● Record extracts

[Start of Attachment]

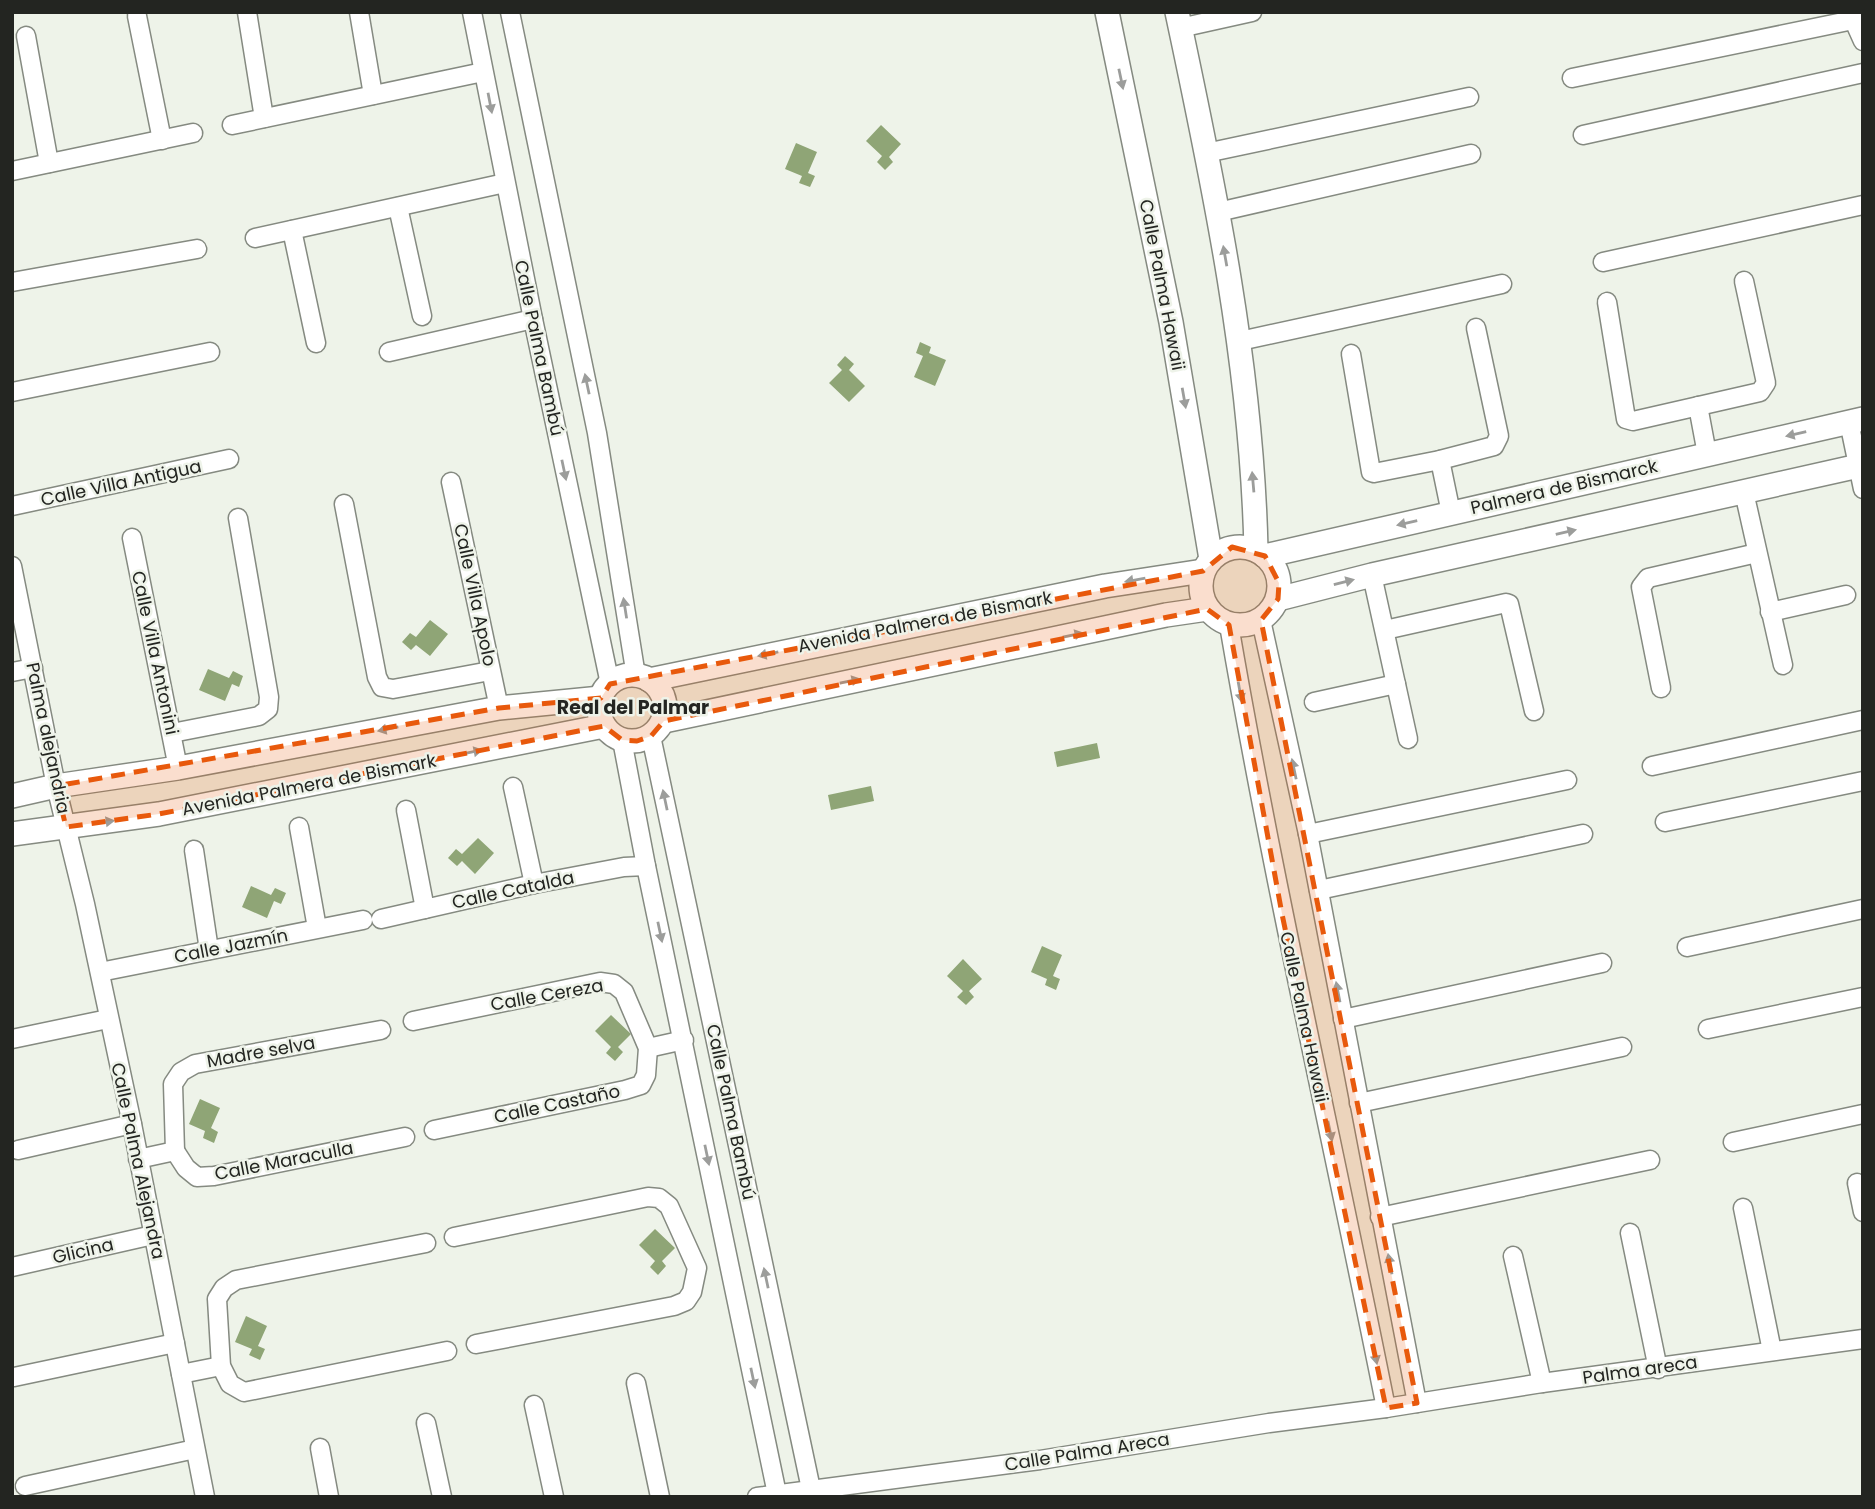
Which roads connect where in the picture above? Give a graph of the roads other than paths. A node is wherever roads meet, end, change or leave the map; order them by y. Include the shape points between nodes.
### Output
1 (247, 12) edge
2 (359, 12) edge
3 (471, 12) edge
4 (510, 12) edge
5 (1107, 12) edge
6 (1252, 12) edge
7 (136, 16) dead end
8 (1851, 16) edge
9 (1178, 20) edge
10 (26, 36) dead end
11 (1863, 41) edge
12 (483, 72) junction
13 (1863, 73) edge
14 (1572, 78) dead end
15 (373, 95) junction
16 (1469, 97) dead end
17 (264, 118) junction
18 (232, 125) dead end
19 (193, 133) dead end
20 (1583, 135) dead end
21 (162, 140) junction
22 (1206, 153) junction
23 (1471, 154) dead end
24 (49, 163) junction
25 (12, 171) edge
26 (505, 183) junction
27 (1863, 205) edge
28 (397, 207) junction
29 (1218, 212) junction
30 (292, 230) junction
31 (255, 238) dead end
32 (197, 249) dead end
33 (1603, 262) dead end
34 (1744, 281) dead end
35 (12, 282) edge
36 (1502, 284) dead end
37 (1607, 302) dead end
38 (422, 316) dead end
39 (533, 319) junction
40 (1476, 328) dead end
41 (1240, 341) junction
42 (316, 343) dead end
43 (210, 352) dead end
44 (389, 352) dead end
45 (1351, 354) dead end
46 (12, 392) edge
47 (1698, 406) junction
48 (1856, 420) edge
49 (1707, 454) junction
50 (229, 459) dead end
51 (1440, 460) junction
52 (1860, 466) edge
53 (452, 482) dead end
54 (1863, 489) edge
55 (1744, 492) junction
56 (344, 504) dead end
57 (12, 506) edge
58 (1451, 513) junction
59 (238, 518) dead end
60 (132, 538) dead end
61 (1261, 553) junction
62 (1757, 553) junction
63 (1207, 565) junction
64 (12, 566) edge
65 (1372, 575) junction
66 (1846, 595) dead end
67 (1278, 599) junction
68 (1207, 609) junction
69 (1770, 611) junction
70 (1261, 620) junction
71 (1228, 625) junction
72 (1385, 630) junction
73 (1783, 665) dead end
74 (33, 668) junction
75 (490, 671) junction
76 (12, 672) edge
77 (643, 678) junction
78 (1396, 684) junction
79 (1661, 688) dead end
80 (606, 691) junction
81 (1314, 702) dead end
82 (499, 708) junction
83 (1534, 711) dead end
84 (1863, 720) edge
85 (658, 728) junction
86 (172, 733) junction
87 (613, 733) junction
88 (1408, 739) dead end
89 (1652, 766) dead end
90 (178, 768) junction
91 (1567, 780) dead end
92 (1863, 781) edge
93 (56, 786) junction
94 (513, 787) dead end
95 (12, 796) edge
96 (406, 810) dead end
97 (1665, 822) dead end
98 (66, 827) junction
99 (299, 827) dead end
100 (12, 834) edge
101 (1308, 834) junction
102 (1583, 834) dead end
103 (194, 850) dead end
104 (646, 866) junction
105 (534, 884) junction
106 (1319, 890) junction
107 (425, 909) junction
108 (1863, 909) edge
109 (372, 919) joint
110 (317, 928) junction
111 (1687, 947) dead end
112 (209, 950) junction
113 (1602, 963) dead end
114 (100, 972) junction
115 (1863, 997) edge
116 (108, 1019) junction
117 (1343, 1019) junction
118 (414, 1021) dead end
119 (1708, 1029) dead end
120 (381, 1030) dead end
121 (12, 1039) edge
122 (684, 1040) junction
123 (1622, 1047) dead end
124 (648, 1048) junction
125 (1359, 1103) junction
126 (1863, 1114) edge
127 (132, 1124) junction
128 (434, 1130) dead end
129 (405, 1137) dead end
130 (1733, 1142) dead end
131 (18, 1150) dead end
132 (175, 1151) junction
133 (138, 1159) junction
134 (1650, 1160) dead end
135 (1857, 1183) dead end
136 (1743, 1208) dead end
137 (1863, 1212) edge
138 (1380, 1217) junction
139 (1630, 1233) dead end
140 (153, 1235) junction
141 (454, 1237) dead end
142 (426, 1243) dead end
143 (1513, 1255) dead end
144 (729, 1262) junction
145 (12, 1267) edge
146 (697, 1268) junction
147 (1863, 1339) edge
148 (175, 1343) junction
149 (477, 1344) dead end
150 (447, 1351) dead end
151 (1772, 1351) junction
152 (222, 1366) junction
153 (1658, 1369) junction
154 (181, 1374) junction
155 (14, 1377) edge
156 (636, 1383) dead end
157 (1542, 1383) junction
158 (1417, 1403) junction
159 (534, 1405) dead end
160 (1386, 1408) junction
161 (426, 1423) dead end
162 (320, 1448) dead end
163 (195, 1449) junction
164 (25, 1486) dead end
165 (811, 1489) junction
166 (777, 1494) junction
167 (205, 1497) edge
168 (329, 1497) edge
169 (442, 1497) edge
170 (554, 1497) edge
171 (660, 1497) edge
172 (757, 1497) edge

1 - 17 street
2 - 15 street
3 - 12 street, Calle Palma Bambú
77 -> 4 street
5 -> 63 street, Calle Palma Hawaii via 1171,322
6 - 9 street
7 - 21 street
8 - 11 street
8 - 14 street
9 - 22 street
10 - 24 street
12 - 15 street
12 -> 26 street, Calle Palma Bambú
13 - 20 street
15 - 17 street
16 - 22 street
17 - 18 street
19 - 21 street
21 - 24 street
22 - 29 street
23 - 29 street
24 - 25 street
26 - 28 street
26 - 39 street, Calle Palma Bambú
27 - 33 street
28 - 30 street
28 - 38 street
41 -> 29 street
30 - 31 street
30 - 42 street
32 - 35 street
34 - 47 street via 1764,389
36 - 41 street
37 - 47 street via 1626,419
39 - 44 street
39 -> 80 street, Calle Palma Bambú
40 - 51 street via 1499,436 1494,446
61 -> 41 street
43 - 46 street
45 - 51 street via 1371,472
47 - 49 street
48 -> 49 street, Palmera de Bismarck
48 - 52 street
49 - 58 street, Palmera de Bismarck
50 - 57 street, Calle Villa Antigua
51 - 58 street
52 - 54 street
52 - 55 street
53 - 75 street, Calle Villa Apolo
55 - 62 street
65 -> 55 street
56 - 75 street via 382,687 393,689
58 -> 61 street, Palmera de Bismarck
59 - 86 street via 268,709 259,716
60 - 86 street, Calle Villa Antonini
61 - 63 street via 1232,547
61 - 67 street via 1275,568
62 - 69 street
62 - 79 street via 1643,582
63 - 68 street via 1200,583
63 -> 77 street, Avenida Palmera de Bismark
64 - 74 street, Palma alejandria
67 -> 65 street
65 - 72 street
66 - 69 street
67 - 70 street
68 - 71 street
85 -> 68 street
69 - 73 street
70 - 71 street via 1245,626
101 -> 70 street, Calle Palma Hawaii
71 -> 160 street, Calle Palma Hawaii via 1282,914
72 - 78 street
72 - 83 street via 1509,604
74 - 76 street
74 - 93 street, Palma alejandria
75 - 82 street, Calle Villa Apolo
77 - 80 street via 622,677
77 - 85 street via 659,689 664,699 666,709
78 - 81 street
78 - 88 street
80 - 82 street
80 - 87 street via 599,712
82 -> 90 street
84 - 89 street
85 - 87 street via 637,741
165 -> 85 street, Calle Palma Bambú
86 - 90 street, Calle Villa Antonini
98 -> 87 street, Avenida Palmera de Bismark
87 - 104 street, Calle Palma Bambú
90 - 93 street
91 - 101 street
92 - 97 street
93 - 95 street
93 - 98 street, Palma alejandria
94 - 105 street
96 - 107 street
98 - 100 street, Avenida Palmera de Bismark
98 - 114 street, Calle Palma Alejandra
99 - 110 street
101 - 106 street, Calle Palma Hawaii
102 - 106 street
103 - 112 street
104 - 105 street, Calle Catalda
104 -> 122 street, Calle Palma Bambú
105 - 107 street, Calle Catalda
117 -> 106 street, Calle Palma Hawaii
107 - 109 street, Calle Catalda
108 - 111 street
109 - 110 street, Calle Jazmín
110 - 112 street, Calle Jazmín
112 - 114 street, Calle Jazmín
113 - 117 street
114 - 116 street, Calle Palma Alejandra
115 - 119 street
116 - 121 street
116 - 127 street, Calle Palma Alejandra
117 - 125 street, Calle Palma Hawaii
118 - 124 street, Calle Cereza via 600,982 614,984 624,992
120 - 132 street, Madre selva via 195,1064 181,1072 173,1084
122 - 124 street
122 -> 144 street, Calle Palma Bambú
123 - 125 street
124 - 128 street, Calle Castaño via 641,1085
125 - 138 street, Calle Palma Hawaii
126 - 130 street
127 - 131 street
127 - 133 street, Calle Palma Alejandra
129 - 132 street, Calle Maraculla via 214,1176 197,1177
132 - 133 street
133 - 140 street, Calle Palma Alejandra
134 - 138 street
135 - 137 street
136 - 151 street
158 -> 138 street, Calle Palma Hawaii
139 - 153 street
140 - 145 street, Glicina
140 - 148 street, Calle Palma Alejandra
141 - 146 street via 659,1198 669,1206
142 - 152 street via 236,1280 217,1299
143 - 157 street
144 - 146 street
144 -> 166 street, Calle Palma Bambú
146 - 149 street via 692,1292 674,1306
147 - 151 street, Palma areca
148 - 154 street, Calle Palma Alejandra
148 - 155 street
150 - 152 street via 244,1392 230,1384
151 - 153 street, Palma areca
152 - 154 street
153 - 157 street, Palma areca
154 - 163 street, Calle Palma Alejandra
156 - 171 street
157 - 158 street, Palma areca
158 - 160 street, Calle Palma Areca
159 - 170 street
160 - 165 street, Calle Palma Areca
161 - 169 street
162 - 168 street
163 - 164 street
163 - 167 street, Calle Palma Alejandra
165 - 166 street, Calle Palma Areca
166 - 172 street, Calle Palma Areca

[End of Attachment]
[Start of Attachment]

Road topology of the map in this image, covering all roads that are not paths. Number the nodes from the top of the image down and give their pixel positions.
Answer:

[End of Attachment]

Search the material for lines holding the word "paths", then say how many there are and nothing more.

2